Thank you for the wonderful introduction, omniscient narrator. As the narrator mentioned, I’m Eric.

[David Im]

And I’m David.

[Eric Smith]

We both started working here at Lucidworks back in January and have been compiling a useful list of things to know in order to work with Fusion effectively. We like to refer to this as Fusion Advanced Readiness Training, otherwise known as FART.

[David Im]

Here’s what you’ll learn from FART. First, what is Fusion in general as a search solution, how to navigate the Fusion UI, then an overview of the Fusion data workflow from index to query, additional key components that exist in Fusion, and tips and tricks we learned to just jumpstart our Fusion journey. Let’s begin.

What is Fusion? Fusion as a platform for building search and discovery applications built by Lucidworks. It is cloud hosted and built on the powerful Apache Solr, which stores the index and drives all the queries. Basically the brains of the operation. The basic process is data feeds into index pipelines, which feed into Solr collections, Solr collection store the data, and on the other side, query pipelines process search queries then sends it to Solr to retrieve the response. Let’s get started.

[Eric Smith]

When you first opened up Fusion, you’ll be met with this quick start screen. But since this is the advanced readiness training, we will not be going through this. And we’re going to exit out and show you what the real thing is.

[David Im]

General Fusion UI overview. This is Fusion in all its glory. First let’s look at the top left, how to change the app. At the top left is a hexagon icon. Move to it, and it shows all the currently available apps, which you can switch to. As you move down the column, you can see various functions. Let’s go to the one called collections. These are all the collections in this particular app. At the top left, you can see the current collection we are on, which is activate training demo.

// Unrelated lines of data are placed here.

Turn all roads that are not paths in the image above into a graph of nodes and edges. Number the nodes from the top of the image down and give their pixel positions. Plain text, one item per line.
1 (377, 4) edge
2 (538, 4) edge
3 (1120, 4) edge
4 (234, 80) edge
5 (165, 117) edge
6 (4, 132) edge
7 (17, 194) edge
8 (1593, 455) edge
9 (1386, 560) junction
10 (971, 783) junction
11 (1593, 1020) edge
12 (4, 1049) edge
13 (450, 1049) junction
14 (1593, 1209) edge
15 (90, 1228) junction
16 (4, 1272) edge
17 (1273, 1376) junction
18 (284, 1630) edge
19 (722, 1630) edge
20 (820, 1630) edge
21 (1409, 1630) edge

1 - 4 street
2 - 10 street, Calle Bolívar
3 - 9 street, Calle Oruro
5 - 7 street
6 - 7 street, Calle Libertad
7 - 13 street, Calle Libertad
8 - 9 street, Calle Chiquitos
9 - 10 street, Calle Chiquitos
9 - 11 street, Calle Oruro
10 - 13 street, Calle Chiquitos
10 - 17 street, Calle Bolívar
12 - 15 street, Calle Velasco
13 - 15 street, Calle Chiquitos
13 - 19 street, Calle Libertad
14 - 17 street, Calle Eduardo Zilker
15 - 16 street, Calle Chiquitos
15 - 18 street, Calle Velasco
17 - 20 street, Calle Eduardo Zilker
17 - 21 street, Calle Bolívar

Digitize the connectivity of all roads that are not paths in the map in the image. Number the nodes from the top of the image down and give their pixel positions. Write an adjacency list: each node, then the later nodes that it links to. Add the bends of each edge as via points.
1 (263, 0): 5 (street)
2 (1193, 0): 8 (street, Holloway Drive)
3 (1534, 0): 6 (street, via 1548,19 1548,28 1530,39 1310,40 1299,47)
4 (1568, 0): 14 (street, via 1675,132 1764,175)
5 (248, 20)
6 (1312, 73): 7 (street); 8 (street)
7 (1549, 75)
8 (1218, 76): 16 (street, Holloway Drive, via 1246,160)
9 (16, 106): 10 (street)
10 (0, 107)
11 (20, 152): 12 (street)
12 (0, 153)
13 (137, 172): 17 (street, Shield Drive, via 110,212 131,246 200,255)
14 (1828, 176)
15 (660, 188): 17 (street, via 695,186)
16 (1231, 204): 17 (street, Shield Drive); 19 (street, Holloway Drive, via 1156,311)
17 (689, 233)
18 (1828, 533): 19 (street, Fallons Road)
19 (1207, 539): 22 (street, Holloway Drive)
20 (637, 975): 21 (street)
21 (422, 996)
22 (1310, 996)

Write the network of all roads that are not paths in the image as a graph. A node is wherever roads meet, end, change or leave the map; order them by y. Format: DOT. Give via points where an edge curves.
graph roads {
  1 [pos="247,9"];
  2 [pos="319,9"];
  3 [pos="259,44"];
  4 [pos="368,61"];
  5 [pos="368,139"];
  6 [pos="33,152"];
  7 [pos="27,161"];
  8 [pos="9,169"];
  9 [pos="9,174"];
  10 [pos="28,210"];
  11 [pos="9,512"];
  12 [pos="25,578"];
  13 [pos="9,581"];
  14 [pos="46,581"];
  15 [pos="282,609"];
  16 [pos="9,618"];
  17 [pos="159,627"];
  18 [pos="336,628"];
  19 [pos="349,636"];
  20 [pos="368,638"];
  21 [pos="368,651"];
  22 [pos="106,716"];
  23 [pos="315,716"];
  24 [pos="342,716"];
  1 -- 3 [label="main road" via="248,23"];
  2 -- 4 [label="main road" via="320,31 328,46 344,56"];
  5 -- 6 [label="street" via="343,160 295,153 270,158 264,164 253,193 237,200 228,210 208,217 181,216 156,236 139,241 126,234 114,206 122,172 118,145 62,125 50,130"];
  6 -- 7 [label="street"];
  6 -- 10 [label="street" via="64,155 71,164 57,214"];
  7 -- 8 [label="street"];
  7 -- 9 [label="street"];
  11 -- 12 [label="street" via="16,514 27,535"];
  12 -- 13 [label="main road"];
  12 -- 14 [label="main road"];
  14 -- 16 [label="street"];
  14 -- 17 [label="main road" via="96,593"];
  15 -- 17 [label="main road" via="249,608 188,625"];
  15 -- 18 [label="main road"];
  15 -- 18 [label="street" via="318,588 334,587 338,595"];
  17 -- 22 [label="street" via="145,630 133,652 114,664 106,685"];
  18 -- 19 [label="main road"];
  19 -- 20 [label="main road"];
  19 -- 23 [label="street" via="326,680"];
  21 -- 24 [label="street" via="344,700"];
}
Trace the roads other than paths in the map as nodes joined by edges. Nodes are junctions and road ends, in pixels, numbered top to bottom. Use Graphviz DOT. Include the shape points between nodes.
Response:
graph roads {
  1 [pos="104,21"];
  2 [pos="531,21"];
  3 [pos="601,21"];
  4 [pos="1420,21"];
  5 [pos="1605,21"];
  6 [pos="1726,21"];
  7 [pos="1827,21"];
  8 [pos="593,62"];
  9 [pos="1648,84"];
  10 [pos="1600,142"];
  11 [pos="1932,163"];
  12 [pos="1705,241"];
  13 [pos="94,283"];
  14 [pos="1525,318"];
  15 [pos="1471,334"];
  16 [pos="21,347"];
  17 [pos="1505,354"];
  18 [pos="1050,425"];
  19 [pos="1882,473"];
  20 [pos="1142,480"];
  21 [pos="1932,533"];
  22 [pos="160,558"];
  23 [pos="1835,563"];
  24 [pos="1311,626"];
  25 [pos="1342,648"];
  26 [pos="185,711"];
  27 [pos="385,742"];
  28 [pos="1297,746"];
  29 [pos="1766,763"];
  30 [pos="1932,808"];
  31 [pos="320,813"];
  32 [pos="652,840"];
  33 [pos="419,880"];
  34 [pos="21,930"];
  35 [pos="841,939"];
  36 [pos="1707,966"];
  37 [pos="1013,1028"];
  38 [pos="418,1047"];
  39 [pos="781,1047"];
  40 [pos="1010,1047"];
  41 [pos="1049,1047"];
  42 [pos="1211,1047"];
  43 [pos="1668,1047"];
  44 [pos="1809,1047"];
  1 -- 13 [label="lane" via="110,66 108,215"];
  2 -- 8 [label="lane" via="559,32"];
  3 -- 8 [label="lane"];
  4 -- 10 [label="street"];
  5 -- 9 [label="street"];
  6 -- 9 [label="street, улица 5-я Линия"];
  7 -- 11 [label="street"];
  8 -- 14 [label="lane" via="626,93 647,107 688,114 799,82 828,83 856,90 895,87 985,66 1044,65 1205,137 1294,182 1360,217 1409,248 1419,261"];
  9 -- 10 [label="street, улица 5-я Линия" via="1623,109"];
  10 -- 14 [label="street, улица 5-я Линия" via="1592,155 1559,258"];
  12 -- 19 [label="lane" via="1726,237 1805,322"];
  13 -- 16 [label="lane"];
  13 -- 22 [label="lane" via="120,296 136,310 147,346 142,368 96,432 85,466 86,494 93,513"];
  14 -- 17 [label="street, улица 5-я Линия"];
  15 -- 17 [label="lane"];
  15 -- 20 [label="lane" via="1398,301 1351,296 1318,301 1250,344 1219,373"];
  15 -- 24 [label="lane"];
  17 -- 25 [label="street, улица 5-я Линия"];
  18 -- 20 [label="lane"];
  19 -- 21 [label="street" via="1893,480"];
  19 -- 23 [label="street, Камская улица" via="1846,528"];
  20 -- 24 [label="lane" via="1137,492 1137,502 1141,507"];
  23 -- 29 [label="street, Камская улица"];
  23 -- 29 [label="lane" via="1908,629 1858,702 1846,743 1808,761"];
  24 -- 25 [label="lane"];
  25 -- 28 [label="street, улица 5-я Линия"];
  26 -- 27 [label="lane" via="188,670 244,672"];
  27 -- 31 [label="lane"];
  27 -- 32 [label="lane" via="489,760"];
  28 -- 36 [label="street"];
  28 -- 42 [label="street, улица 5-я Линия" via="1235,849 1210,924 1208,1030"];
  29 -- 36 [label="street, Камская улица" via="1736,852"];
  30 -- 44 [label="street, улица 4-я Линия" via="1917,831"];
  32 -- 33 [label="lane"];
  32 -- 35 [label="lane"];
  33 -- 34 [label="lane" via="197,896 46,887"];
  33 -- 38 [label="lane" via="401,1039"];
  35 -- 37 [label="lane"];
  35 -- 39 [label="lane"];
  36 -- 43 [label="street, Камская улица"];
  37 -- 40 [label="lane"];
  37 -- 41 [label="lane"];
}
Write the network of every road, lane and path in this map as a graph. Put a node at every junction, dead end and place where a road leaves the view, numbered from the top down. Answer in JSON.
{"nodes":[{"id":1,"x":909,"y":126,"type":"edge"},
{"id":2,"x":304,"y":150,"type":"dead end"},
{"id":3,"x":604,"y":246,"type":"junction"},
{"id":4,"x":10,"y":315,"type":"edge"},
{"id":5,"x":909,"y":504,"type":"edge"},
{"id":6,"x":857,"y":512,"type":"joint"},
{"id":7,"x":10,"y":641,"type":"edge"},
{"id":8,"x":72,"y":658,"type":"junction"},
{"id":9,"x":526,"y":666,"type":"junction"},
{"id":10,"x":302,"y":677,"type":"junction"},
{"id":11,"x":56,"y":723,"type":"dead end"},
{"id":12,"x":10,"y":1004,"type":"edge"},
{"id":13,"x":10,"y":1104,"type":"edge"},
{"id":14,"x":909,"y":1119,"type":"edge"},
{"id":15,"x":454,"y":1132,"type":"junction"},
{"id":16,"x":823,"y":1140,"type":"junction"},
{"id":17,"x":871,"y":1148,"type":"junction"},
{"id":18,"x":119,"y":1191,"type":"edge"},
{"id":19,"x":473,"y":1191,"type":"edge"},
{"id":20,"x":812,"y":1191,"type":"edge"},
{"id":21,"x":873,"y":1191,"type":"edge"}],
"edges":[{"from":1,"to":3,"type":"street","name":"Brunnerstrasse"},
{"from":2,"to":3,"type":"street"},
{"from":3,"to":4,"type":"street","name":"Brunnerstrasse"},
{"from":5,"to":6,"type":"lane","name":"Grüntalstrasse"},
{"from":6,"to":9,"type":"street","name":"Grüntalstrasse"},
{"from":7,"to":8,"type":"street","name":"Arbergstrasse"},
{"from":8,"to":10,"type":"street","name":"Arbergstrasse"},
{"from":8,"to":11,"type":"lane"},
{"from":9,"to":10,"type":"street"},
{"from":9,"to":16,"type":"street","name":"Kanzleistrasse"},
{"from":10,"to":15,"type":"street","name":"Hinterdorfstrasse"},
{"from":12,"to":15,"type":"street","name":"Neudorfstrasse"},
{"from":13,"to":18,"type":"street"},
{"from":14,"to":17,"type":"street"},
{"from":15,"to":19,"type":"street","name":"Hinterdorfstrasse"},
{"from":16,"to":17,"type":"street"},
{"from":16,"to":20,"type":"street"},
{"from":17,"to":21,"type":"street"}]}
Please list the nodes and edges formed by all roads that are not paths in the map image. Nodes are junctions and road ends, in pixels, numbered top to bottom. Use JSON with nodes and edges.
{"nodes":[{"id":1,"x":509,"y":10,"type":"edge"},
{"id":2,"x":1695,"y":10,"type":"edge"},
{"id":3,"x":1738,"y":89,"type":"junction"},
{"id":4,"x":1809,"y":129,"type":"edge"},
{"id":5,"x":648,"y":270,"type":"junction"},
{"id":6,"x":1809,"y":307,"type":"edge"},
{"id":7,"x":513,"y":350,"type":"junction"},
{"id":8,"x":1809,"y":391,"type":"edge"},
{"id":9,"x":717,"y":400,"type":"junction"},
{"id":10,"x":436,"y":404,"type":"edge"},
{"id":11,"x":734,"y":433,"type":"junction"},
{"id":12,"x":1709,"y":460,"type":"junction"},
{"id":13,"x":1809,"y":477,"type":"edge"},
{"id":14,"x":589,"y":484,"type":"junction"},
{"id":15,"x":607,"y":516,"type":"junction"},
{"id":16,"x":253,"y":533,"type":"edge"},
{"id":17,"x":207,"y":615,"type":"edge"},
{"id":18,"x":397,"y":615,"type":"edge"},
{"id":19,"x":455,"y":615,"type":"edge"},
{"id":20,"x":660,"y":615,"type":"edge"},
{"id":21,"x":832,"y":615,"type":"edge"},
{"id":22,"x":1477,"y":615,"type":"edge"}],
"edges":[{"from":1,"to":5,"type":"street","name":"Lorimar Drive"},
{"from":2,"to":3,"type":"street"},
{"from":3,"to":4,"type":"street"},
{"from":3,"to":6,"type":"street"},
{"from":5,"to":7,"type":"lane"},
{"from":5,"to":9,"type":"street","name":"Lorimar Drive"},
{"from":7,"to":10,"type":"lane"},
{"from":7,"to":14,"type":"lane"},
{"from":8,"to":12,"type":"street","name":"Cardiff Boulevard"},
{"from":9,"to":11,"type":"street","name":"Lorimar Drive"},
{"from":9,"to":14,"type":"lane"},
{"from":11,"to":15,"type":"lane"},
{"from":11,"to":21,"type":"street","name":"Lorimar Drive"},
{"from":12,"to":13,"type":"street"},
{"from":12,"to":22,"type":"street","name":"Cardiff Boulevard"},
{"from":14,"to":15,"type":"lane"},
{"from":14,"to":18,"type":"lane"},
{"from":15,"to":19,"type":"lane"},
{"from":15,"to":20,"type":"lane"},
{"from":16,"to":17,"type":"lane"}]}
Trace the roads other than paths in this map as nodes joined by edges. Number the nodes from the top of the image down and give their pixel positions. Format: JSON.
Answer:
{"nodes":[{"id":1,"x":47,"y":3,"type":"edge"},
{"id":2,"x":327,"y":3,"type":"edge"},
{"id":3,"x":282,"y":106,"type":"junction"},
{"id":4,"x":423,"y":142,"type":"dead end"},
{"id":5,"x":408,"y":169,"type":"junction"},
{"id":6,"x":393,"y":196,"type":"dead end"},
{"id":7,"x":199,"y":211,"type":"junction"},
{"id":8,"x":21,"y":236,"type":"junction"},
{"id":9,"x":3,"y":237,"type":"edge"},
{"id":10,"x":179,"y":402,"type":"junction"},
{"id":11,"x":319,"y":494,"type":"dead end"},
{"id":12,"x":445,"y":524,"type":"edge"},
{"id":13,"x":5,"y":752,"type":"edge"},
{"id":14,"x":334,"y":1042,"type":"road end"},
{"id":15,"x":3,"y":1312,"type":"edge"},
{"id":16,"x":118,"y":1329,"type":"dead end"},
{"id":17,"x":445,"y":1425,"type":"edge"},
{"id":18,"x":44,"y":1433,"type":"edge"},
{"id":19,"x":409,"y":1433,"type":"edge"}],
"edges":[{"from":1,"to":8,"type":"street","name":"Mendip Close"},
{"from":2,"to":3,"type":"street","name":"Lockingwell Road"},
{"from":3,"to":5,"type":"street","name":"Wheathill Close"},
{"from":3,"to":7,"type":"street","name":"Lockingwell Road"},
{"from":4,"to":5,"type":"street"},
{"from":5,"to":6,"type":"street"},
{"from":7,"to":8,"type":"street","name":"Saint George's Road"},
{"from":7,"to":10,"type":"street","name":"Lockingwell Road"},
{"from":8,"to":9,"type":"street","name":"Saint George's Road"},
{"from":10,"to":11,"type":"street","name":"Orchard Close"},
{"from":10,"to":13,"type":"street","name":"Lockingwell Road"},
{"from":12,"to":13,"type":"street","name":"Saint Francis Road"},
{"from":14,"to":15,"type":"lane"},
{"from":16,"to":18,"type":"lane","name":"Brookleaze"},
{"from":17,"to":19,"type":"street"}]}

Navigating the UI. As you open the components, they open windows. You can scroll it to move between open components. Stretching windows. Additionally, all windows can be stretched with clicking and dragging the edge of the component. Finally, at the bottom right is a button that says close all, to close all currently opened windows. Fusion process overview. Indexing, data sources are how we get data into Fusion. There is one for each source. In the UI navigate from the left sidebar. Then in data sources, click add, and you can see here that in the data source, there’s a data source ID and index pipeline, which is how we tweak the incoming data and a parser, which is how the data gets interpreted. When you’re ready, click save. Then click run to run a data source, to send docs from an index pipeline to a collection. You can also schedule these data sources to run at certain intervals.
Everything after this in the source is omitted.